**Records provided:**
[Start of section]

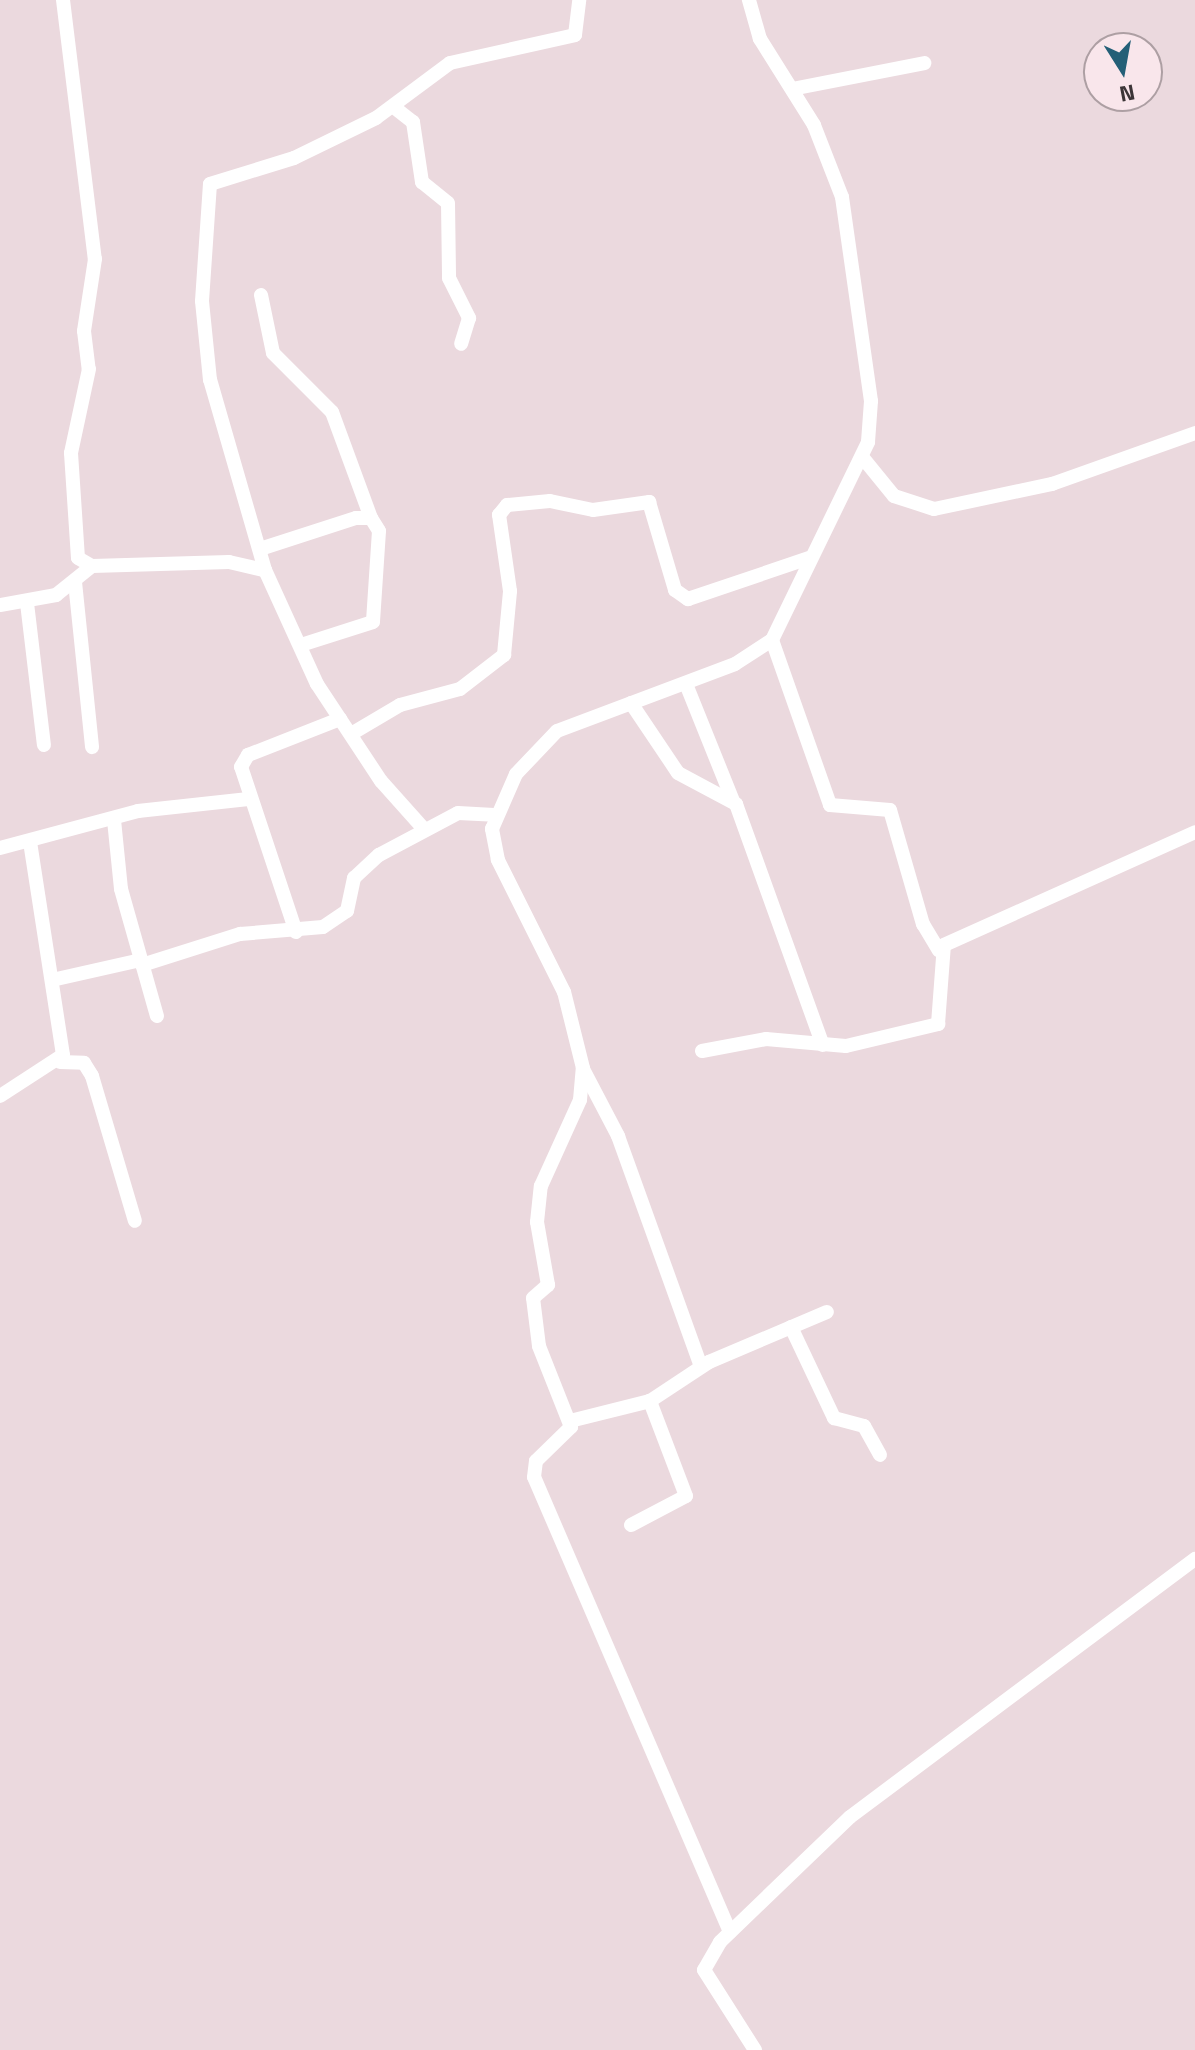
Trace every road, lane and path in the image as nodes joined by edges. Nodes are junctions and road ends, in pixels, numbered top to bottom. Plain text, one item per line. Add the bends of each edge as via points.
1 (63, 0) edge
2 (579, 0) edge
3 (749, 0) edge
4 (924, 63) dead end
5 (792, 89) junction
6 (395, 108) junction
7 (261, 295) dead end
8 (461, 344) dead end
9 (1195, 433) edge
10 (863, 458) junction
11 (371, 518) junction
12 (260, 549) junction
13 (809, 558) junction
14 (92, 566) junction
15 (265, 570) junction
16 (75, 582) junction
17 (27, 603) junction
18 (0, 605) edge
19 (772, 640) junction
20 (301, 645) junction
21 (686, 684) junction
22 (631, 703) junction
23 (340, 719) junction
24 (351, 734) junction
25 (44, 745) dead end
26 (92, 747) dead end
27 (248, 799) junction
28 (733, 801) junction
29 (494, 815) junction
30 (114, 820) junction
31 (423, 828) junction
32 (1195, 832) edge
33 (30, 842) junction
34 (0, 848) edge
35 (296, 932) junction
36 (939, 951) junction
37 (142, 963) junction
38 (52, 980) junction
39 (157, 1016) dead end
40 (823, 1045) junction
41 (702, 1051) dead end
42 (60, 1062) junction
43 (583, 1068) junction
44 (0, 1096) edge
45 (135, 1221) dead end
46 (827, 1312) dead end
47 (791, 1327) junction
48 (701, 1366) junction
49 (650, 1401) junction
50 (570, 1421) junction
51 (880, 1455) dead end
52 (631, 1525) dead end
53 (1195, 1559) edge
54 (730, 1932) junction
55 (755, 2050) edge

1 - 14 street via 95,269 84,331 89,369 73,431 71,523 78,558
2 - 6 street via 575,35 450,63
3 - 5 street via 760,39
4 - 5 street
5 - 10 street via 842,197 871,401
6 - 8 street via 413,122 422,182 448,203 449,278 469,318
6 - 12 street via 294,158 217,179 207,190 202,301 210,380
7 - 11 street via 273,353 332,412
9 - 10 street via 1052,484 934,509 894,496
10 - 13 street
11 - 12 street
11 - 20 street via 381,540 373,622
12 - 15 street
13 - 19 street
13 - 24 street via 688,599 675,590 649,502 593,510 550,501 507,505 499,515 510,604 504,655 460,689 400,705
14 - 15 street via 229,562
14 - 16 street
15 - 20 street
16 - 17 street
16 - 26 street
17 - 18 street
17 - 25 street
19 - 21 street
19 - 36 street via 830,805 890,810 923,924
20 - 23 street
21 - 22 street
21 - 28 street
22 - 28 street via 678,773
22 - 29 street via 575,721 541,743
23 - 24 street
23 - 27 street via 248,755 241,767
24 - 31 street
27 - 30 street via 138,811
27 - 35 street
28 - 40 street
29 - 31 street via 471,811
29 - 43 street via 498,860 554,968
30 - 33 street
30 - 37 street via 121,889
31 - 35 street via 361,868 340,918
32 - 36 street
33 - 34 street
33 - 38 street
35 - 37 street via 240,934
36 - 40 street via 944,1016 938,1024 868,1043
37 - 38 street
37 - 39 street
38 - 42 street
40 - 41 street via 750,1040
42 - 44 street
42 - 45 street via 84,1063 92,1076
43 - 48 street via 618,1136
43 - 50 street via 580,1100 541,1186 537,1222 548,1285 533,1298 539,1346
46 - 47 street
47 - 48 street
47 - 51 street via 834,1418 864,1426
48 - 49 street via 694,1378
49 - 50 street
49 - 52 street via 686,1496
50 - 54 street via 564,1441 536,1461 538,1490
53 - 54 street via 850,1817
54 - 55 street via 704,1970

[End of section]

**Your instructions:** A single number is the whole answer: how many lines of the records contain the word "dead".

**Reply:** 11